Exbury (1959–1979) was a French Thoroughbred racehorse named for the famous Exbury Gardens Estate in Hampshire, England belonging to owner Guy de Rothschild's cousin, Edmund de Rothschild.

==Background==
Bred at the Rothschild's Haras de Meautry in Touques, Calvados, through his sire's line Exbury is a descendant of Haras de Meautry's great champion Brantôme and on his mare's side, the extremely important Italian sire, Nearco. Trained at Chantilly by the Englishman, Geoffroy Watson, a son of trainer John Watson who for forty years was the private trainer for the successful racing stable of Leopold de Rothschild.

==Racing career==
At age two, Exbury started four times, winning once and finishing second three times. As a three-year-old, in a year where Val de Loir and Match II were prominent, Exbury began to show some of his ability, winning two conditions races and finishing second to Match II in the important Grand Prix de Saint-Cloud.

At age four Exbury came into his own, winning all five of his 1963 starts, beating many of the best in France and in England. The National Horseracing Museum called Exbury "the best middle distance horse in Europe in 1963." That year, Exbury won the Prix Boïard, then beat Val de Loir by four lengths in winning the Prix Ganay.

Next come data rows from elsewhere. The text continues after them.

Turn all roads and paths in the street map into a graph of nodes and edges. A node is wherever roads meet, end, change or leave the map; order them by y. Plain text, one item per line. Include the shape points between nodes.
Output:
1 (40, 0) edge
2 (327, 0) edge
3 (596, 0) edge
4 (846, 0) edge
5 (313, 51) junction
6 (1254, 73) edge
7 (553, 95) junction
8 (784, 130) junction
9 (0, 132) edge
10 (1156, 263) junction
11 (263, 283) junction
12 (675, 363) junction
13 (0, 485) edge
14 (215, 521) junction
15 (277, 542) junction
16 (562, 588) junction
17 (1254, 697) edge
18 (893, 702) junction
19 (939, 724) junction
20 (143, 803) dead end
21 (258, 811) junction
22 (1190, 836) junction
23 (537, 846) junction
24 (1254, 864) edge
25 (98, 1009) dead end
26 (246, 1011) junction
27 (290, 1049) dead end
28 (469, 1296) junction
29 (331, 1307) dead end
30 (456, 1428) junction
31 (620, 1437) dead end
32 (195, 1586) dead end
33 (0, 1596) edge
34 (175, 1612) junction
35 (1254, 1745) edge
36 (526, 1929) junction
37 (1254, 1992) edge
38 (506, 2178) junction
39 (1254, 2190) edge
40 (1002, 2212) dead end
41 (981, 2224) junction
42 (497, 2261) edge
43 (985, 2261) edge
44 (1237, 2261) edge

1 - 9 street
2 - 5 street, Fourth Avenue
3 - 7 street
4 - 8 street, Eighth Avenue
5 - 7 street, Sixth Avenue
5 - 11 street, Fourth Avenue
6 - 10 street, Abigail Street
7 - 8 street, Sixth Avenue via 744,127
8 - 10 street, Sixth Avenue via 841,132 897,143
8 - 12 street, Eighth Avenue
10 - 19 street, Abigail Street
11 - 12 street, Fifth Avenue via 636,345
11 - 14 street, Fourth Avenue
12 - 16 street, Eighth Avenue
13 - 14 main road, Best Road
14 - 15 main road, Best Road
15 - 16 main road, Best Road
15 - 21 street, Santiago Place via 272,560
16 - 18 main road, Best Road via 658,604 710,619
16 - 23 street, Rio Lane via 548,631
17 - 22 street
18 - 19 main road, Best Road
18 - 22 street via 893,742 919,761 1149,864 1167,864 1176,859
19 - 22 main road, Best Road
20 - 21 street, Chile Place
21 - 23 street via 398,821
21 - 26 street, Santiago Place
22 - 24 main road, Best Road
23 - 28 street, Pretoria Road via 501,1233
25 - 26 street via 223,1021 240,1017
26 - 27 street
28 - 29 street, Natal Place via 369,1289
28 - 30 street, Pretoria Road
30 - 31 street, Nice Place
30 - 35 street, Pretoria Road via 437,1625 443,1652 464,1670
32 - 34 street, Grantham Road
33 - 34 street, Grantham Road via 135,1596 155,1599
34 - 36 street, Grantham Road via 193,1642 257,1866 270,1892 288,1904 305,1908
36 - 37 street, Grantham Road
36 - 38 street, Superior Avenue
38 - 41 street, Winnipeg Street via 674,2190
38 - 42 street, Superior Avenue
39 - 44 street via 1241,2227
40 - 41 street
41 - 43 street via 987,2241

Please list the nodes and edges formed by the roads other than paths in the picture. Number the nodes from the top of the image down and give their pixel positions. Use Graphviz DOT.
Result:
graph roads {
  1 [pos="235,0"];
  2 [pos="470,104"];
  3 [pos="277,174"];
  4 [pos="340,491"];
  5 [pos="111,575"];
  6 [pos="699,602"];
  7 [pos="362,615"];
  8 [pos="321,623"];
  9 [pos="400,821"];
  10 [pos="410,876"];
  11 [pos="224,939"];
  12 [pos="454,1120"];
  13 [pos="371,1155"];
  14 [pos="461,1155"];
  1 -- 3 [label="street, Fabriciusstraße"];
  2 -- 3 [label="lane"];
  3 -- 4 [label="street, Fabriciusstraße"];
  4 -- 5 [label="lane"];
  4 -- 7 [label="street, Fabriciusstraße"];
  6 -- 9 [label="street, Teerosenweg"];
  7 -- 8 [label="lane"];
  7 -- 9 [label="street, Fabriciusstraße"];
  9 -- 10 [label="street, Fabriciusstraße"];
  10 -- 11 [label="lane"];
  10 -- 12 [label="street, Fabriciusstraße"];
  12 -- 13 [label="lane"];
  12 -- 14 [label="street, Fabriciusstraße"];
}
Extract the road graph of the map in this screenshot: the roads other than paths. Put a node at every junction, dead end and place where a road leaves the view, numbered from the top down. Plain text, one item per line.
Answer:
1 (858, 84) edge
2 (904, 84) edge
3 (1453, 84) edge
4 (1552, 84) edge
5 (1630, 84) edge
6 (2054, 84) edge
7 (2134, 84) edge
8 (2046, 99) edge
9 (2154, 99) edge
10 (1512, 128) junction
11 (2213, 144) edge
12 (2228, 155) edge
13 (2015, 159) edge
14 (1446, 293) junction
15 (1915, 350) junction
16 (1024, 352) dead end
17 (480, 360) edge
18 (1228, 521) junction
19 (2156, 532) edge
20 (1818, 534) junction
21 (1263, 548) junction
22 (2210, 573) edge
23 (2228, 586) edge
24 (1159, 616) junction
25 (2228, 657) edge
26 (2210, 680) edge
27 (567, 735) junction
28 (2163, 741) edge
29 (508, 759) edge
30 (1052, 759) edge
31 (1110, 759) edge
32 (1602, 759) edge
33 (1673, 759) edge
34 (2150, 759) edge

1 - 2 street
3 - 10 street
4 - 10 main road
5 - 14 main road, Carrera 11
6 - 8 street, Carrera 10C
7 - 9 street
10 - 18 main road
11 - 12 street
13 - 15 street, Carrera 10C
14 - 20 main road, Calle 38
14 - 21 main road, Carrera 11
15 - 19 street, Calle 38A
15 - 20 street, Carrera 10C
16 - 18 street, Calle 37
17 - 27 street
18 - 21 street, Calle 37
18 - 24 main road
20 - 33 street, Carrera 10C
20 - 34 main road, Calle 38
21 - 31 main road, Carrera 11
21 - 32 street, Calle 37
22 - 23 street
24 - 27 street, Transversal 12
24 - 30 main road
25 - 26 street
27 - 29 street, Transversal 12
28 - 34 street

In England he won the Coronation Cup by six lengths then back in France beat Val de Loir again in the Grand Prix de Saint-Cloud and capped off the year with a victory in France's most prestigious horse race, the Prix de l'Arc de Triomphe.
Including Exbury, horses owned by Guy de Rothschild won the Prix Boiard at Hippodrome de Saint-Cloud six times. In 1969, France Galop renamed the race in Exbury's honor.

==Stud record==
Exbury was retired to Haras de Meautry stud in Calvados, France at the end of the 1963 campaign.

He enjoyed reasonable success as a sire, producing several stakes/conditions race winners. Most prominent among them was Crow whose victories include the St. Leger Stakes, Coronation Cup (both G1) and the Prix Eugène Adam. His German-bred son Ataxerxes won the Preis von Europa (G1). Another Exbury son, Madison Palace, won conditions/stakes races in France and California and the Exbury filly Example won conditions races in France and England.

His son, Zamazaan, was exported to New Zealand where he sired 58 stakeswinners for 123 stakeswins.

Another son, Calshot Light (GB) was exported to Australia where sired 23 live foals, but no stakeswinners.